++++ Information supplied
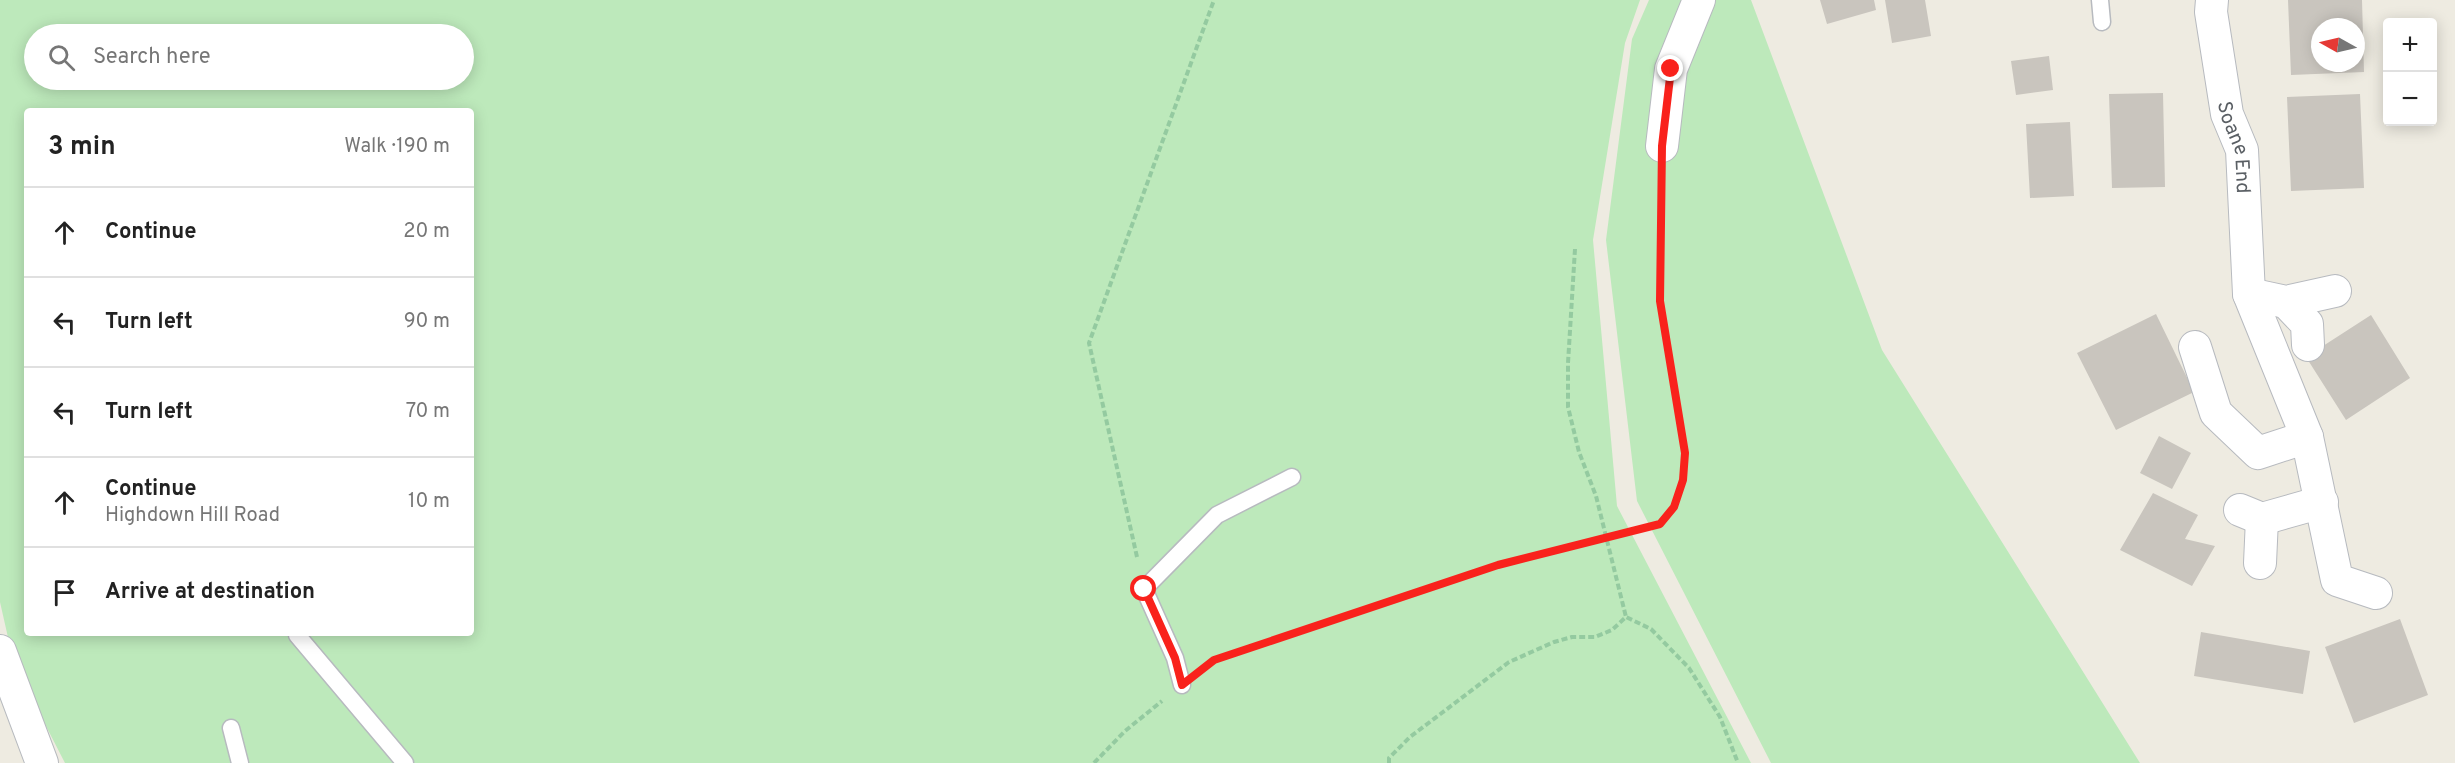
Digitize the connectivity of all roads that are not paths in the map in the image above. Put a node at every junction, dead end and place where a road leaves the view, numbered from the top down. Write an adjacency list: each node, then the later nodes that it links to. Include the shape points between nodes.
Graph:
1 (1699, 0): 5 (street, via 1671,69)
2 (2100, 0): 4 (lane)
3 (2212, 0): 7 (street, Soane End, via 2227,114 2242,150)
4 (2102, 22)
5 (1662, 146)
6 (2335, 291): 8 (street)
7 (2249, 294): 8 (street); 11 (street, Soane End)
8 (2286, 302): 9 (street, via 2307,324)
9 (2308, 345)
10 (2195, 348): 11 (street, via 2216,413 2258,453)
11 (2307, 437): 13 (street, Soane End)
12 (1292, 477): 18 (lane, via 1217,515 1144,589 1175,658)
13 (2322, 502): 14 (street, via 2251,515); 15 (street, Soane End, via 2337,580)
14 (2260, 563)
15 (2376, 593)
16 (299, 636): 22 (lane)
17 (0, 651): 20 (street)
18 (1182, 685)
19 (231, 728): 21 (lane)
20 (42, 763)
21 (240, 763)
22 (405, 763)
++++++++
What is required ▸ Each record above should be duplicated word for word, with no pictures included.

The completed task ▸
Digitize the connectivity of all roads that are not paths in the map in the image above. Put a node at every junction, dead end and place where a road leaves the view, numbered from the top down. Write an adjacency list: each node, then the later nodes that it links to. Include the shape points between nodes.
Graph:
1 (1699, 0): 5 (street, via 1671,69)
2 (2100, 0): 4 (lane)
3 (2212, 0): 7 (street, Soane End, via 2227,114 2242,150)
4 (2102, 22)
5 (1662, 146)
6 (2335, 291): 8 (street)
7 (2249, 294): 8 (street); 11 (street, Soane End)
8 (2286, 302): 9 (street, via 2307,324)
9 (2308, 345)
10 (2195, 348): 11 (street, via 2216,413 2258,453)
11 (2307, 437): 13 (street, Soane End)
12 (1292, 477): 18 (lane, via 1217,515 1144,589 1175,658)
13 (2322, 502): 14 (street, via 2251,515); 15 (street, Soane End, via 2337,580)
14 (2260, 563)
15 (2376, 593)
16 (299, 636): 22 (lane)
17 (0, 651): 20 (street)
18 (1182, 685)
19 (231, 728): 21 (lane)
20 (42, 763)
21 (240, 763)
22 (405, 763)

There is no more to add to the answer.